“We’ve got five stars, what a surprise”
In the latest issue of Q magazine, David Quantick has given the David Bowie (Five Years 1969 – 1973) box set top marks.
Here’s an edited excerpt from his review with a bit from both the intro and the conclusion.
The past, in David Bowie’s case, is not so much a foreign country as an entire solar system of extraordinary planets…the albums Bowie made were each a genre in themselves, blueprints for a career and as different as Venus from Mercury.

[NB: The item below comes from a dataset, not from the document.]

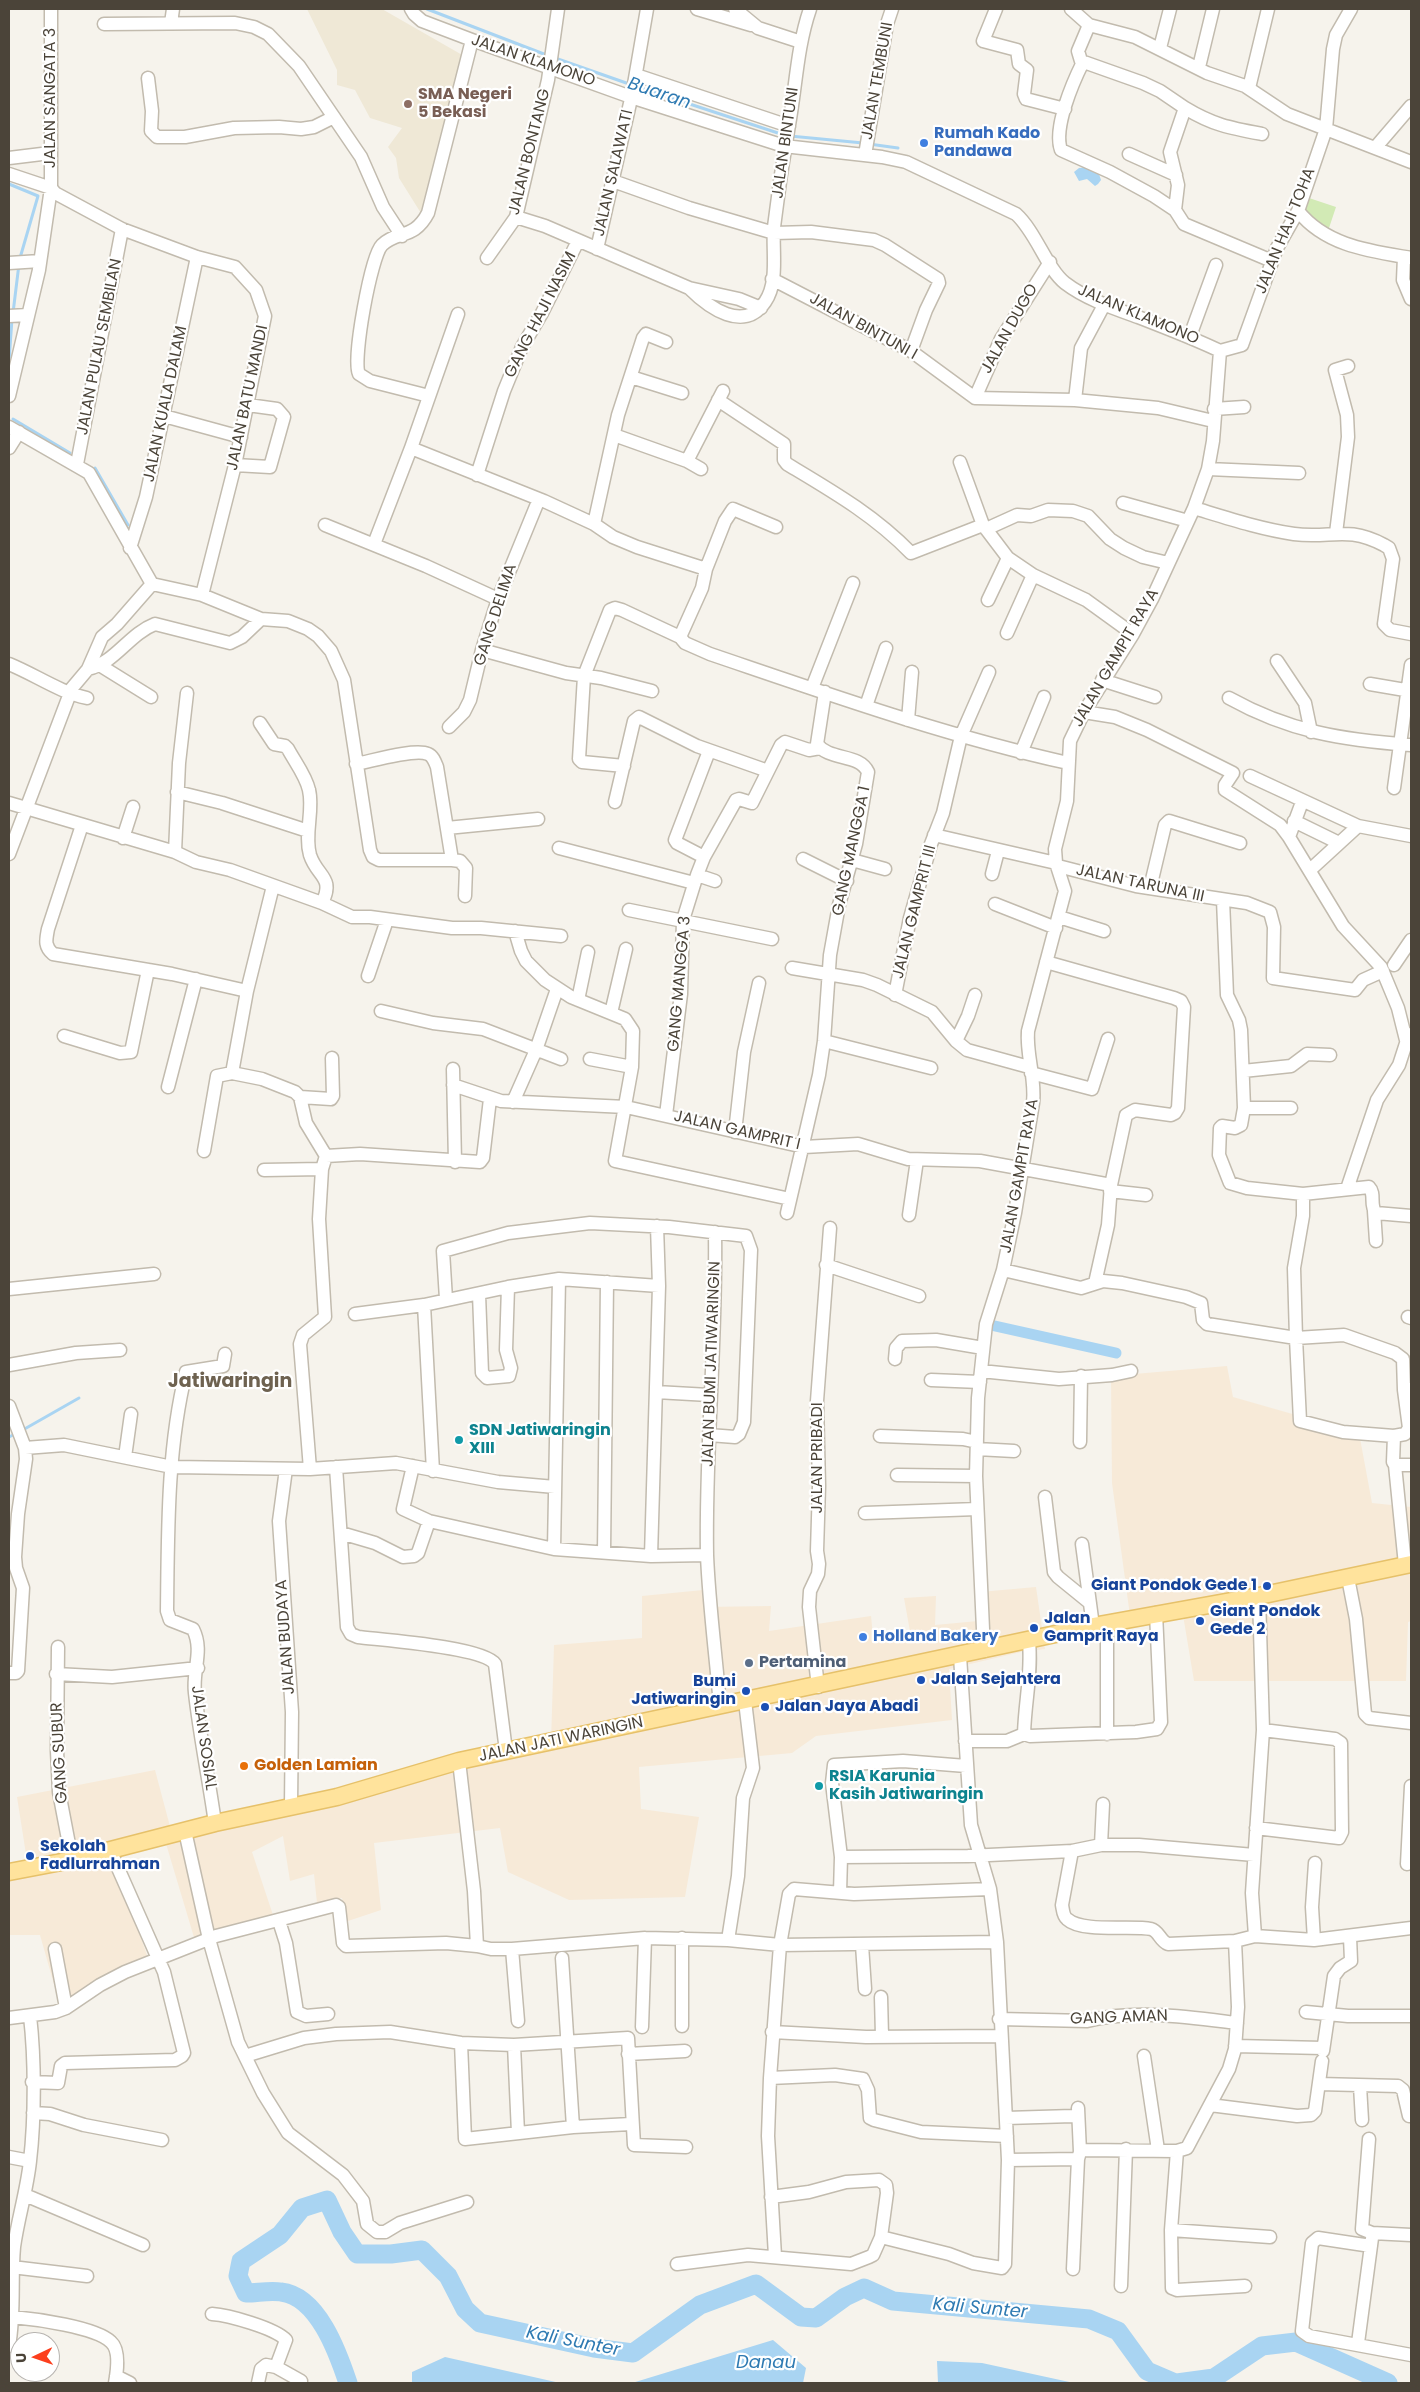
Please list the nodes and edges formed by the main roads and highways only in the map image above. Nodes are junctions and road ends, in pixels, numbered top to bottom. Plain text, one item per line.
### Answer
1 (1408, 1564) edge
2 (9, 1872) edge

1 - 2 main road, JALAN JATI WARINGIN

Here they are, 10 albums – including two lives, a double rarities collection and one covers disc – in a boxed set, with a booklet introduced by Ray Davies and a general sense of wonder that this creative outpouring, this insane variety of different ideas, sounds and visions, took place roughly in the same length of time of that, say, Mumford & Sons have managed to hesitantly carve out three albums, one of which is different because it doesn’t have banjos on it.

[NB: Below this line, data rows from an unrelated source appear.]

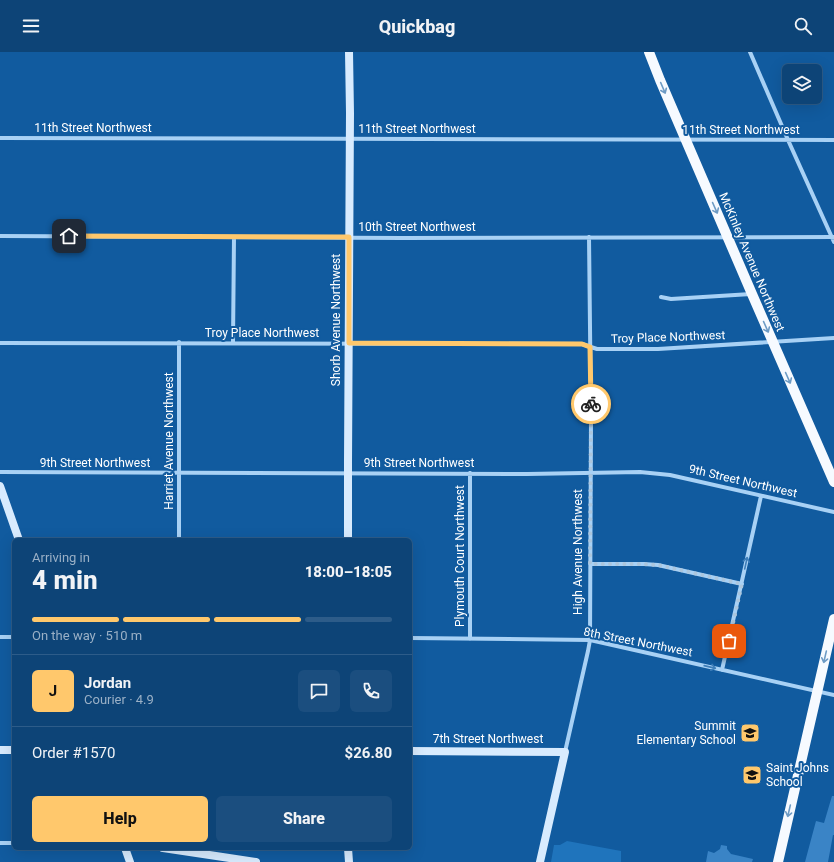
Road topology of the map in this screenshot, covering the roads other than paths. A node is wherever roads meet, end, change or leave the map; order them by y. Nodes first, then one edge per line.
1 (349, 52) edge
2 (649, 52) edge
3 (750, 52) edge
4 (0, 138) edge
5 (350, 138) junction
6 (685, 140) junction
7 (788, 140) junction
8 (834, 140) edge
9 (0, 236) edge
10 (727, 236) junction
11 (234, 237) junction
12 (349, 237) junction
13 (589, 237) junction
14 (833, 237) edge
15 (834, 242) edge
16 (752, 294) junction
17 (661, 297) dead end
18 (834, 338) edge
19 (0, 342) edge
20 (180, 342) junction
21 (773, 342) junction
22 (233, 343) junction
23 (349, 343) junction
24 (590, 347) junction
25 (0, 472) edge
26 (180, 473) junction
27 (348, 473) junction
28 (470, 473) junction
29 (590, 473) junction
30 (834, 482) edge
31 (0, 486) edge
32 (761, 496) junction
33 (834, 512) edge
34 (18, 538) edge
35 (179, 538) edge
36 (348, 538) edge
37 (590, 564) junction
38 (742, 584) junction
39 (834, 619) edge
40 (0, 637) edge
41 (12, 637) edge
42 (412, 638) edge
43 (470, 639) junction
44 (590, 640) junction
45 (722, 670) junction
46 (817, 691) junction
47 (834, 695) edge
48 (0, 750) edge
49 (12, 750) edge
50 (412, 751) edge
51 (565, 752) junction
52 (0, 843) edge
53 (12, 843) edge
54 (126, 850) edge
55 (188, 850) edge
56 (348, 850) edge
57 (201, 851) edge
58 (130, 862) edge
59 (256, 862) edge
60 (348, 862) edge
61 (540, 862) edge
62 (778, 862) edge

1 - 5 street, Shorb Avenue Northwest
2 -> 6 main road, McKinley Avenue Northwest
3 - 7 street
4 - 5 street, 11th Street Northwest
5 - 6 street, 11th Street Northwest
5 - 12 street, Shorb Avenue Northwest
6 - 7 street, 11th Street Northwest
6 -> 10 main road, McKinley Avenue Northwest
7 - 8 street, 11th Street Northwest
7 - 14 street
9 - 11 street, 10th Street Northwest
10 - 13 street, 10th Street Northwest
10 - 14 street, 10th Street Northwest
10 - 16 main road, McKinley Avenue Northwest
11 - 12 street, 10th Street Northwest
11 - 22 street
12 - 13 street, 10th Street Northwest
12 - 23 street, Shorb Avenue Northwest
13 - 24 street, High Avenue Northwest
14 - 15 street
16 - 17 street
16 -> 21 main road, McKinley Avenue Northwest
18 - 21 street, Troy Place Northwest
19 - 20 street, Troy Place Northwest
20 - 22 street, Troy Place Northwest
20 - 26 street, Harriet Avenue Northwest
21 - 24 street, Troy Place Northwest
21 -> 30 main road, McKinley Avenue Northwest
22 - 23 street, Troy Place Northwest
23 - 24 street, Troy Place Northwest
23 - 27 street, Shorb Avenue Northwest
24 - 29 street, High Avenue Northwest
25 - 26 street, 9th Street Northwest
26 - 27 street, 9th Street Northwest
26 - 35 street, Harriet Avenue Northwest
27 - 28 street, 9th Street Northwest
27 - 36 street, Shorb Avenue Northwest
28 - 29 street, 9th Street Northwest
28 - 43 street, Plymouth Court Northwest
29 - 32 street, 9th Street Northwest
29 - 37 street, High Avenue Northwest
31 - 34 street
32 - 33 street, 9th Street Northwest
38 -> 32 street
37 - 38 street
37 - 44 street, High Avenue Northwest
38 - 45 street
39 -> 46 main road
40 - 41 street
42 - 43 street, 8th Street Northwest
43 - 44 street, 8th Street Northwest
44 -> 45 street, 8th Street Northwest
44 - 51 street, High Avenue Northwest
45 - 46 street, 8th Street Northwest
46 - 47 street, 8th Street Northwest
46 -> 62 main road
48 - 49 street
50 - 51 street, 7th Street Northwest
51 - 61 street, High Avenue Northwest
52 - 53 street
54 - 58 street
55 - 57 street
56 - 60 street
57 - 59 street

These 10 albums are all brilliant…and it’s almost extraordinary to realise that this race to space would actually be exceeded, creatively, by the hyperdrive of the next five years.
And who are we to disagree with that?
Meanwhile, the faint image in the background of our montage was taken of the Warner Music Group building in Burbank, Los Angeles. Hard to get a scale of the Five Years hoarding they are proudly displaying, but you wouldn’t get it through your front door!